Наконец выруливаю с парковки и проспект и, нарушая скоростной режим, лечу в сторону дома, всё ещё пытаясь надеяться, что случившееся лишь череда идиотских совпадений, а я просто конченый параноик.

Пытаюсь, но ни черта не выходит


Женя


От одного взгляда Мирошниченко становится не по себе. В отличие от нашей прошлой встречи, по лицу мужчины совершенно понятно – держать эмоции внутри он не намерен.

Даже не произнеся ни слова, он заставляет меня проигнорировать звонок мобильного, который надрывается в кармане.
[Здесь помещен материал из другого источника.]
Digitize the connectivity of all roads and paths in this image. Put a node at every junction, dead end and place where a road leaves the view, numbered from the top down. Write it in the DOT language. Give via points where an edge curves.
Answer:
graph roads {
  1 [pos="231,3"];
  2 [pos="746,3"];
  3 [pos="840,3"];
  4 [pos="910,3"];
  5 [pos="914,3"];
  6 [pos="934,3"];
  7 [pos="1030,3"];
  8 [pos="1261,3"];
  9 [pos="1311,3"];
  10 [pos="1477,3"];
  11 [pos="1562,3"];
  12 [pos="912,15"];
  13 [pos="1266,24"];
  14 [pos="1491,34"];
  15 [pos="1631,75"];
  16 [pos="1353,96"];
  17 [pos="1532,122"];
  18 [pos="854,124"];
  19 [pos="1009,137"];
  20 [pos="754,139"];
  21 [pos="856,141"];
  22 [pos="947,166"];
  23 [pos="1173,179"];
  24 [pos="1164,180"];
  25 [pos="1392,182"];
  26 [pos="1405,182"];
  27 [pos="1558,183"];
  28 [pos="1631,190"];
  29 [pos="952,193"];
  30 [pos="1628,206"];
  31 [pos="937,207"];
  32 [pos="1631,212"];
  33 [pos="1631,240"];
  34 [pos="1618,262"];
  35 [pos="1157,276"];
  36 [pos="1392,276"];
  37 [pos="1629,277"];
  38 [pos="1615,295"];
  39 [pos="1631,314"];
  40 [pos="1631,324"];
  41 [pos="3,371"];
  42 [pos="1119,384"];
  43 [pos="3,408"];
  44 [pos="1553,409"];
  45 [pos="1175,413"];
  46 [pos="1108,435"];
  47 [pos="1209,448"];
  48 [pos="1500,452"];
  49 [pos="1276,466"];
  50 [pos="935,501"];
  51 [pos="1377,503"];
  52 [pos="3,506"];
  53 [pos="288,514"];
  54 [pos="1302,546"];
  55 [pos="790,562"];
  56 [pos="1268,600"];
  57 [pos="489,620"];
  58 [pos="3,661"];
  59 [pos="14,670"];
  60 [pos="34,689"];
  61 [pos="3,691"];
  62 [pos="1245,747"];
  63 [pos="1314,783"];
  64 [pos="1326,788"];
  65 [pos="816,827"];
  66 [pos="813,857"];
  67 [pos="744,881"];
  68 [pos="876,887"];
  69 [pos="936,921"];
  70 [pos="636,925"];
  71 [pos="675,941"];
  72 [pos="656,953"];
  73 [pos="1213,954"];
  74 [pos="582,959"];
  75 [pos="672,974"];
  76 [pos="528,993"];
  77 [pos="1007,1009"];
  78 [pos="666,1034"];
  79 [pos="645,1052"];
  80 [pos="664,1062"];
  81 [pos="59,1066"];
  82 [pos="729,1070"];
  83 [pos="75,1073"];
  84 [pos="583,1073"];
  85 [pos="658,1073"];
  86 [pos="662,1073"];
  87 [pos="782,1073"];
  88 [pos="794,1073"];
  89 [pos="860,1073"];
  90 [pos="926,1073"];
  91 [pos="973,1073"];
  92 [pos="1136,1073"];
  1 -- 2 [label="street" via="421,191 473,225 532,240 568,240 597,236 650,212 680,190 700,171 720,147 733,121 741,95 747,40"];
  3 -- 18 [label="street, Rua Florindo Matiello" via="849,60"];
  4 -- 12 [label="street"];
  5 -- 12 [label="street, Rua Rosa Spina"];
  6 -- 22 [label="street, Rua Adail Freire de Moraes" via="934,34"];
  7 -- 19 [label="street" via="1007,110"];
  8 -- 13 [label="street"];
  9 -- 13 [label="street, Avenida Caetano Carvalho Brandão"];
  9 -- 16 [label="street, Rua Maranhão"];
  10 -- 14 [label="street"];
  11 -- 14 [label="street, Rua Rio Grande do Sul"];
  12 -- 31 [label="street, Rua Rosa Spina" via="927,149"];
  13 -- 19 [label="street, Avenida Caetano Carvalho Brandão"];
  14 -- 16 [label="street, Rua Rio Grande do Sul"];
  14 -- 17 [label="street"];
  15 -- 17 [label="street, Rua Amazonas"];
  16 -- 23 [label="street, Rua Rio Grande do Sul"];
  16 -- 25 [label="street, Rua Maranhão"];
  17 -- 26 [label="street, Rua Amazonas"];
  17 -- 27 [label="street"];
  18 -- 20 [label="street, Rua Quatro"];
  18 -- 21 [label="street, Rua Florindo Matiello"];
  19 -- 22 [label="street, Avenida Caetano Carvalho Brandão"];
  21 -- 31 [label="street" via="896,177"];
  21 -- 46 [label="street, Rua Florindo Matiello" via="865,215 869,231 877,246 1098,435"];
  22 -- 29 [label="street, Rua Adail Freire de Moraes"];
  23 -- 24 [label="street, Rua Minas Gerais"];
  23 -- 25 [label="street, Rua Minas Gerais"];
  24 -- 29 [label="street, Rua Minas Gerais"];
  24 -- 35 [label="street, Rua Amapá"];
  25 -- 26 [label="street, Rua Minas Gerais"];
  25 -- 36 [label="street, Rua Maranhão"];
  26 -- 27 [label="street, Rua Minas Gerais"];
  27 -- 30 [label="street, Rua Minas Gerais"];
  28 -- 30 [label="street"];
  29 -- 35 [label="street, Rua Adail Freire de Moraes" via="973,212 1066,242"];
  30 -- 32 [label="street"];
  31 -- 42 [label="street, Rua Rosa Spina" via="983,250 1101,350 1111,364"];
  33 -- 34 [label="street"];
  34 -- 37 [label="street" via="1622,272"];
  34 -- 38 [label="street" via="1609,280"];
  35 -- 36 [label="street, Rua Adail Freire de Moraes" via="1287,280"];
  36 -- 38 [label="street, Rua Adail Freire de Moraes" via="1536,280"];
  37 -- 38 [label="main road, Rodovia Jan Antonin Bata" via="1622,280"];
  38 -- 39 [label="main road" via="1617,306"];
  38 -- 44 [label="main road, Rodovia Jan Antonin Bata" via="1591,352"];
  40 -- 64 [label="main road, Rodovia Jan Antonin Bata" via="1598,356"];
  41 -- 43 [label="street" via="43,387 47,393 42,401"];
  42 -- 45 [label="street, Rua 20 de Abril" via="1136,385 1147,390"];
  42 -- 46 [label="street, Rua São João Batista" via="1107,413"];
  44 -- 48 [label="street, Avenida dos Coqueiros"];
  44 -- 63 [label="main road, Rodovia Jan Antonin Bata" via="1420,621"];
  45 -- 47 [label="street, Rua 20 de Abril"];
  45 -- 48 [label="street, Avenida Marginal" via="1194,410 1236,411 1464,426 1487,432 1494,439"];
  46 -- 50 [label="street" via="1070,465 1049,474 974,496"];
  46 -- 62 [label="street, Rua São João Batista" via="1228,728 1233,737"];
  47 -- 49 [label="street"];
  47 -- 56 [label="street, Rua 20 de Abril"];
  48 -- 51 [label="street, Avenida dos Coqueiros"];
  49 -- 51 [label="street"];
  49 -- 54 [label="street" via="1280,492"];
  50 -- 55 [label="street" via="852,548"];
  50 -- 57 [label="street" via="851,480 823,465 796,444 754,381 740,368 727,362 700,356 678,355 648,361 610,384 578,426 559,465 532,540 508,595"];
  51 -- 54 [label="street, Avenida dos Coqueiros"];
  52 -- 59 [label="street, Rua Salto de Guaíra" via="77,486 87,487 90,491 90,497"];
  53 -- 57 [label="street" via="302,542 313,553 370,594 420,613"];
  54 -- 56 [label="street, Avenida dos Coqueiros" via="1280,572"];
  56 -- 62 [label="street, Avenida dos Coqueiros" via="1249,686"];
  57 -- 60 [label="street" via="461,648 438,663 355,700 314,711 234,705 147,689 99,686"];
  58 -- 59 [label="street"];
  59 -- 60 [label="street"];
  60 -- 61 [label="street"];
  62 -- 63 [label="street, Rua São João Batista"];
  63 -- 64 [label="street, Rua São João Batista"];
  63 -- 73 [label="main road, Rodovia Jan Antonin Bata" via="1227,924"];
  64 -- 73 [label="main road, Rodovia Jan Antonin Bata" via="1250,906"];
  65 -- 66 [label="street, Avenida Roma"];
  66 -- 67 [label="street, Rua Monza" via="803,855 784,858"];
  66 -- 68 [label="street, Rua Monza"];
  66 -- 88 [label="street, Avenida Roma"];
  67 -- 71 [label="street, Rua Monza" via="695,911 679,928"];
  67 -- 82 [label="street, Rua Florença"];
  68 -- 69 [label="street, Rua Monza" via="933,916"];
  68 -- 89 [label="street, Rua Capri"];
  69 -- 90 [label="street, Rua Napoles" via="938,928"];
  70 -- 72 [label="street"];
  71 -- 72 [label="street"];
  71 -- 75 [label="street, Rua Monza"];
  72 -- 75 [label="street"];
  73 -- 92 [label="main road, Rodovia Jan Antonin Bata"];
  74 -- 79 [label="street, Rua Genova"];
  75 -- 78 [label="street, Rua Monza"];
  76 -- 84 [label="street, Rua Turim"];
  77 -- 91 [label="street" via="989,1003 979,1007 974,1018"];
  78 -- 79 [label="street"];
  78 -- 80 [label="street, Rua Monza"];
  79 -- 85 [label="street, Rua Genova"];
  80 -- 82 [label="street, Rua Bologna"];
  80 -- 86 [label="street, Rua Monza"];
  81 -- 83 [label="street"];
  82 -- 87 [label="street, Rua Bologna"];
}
Я просто понимаю – если дернусь, будет хуже.

В его глазах плещется такой океан презрения, что хочется отвернуться, сбежать, не видеть больше этой отвратительной картины. Но на побег нет ни единого шанса – позади меня лавочка и стена дома, а единственный путь к отступлению закрывает мужчина.

На лице Мирошниченко поселяется гадкая торжествующая улыбка, а я из последних сил сдерживаюсь, чтобы не скривиться, не спровоцировать его на более агрессивные действия, хотя до сих пор и не понимаю, чего от него ждать.

Сомневаюсь, конечно, что цель его визита – узнать, как мои дела и пожелать хорошего дня. Я не жду ничего хорошего, но искренне недоумеваю, чем обязана этой встрече.

- Ты думала, что я ничего не узнаю?! – голос Мирошниченко еще страшнее взгляда. Резкий, колкий, бьющий, подобно пощечине. От такого тона сразу начинаешь теряться, приходится затрачивать максимум сил, чтобы сохранять жалкое подобие невозмутимости.

- Я не понимаю, о чем вы говорите.

-Не понимаешь? – он смеется, закрывая глаза, а я, пользуясь случаем, осматриваюсь, надеясь на помощь, однако никого, ни одной живой души, в поле видимости нет. Ощущение, что весь мир как будто бы вымер, оставив меня наедине с этим чудовищем.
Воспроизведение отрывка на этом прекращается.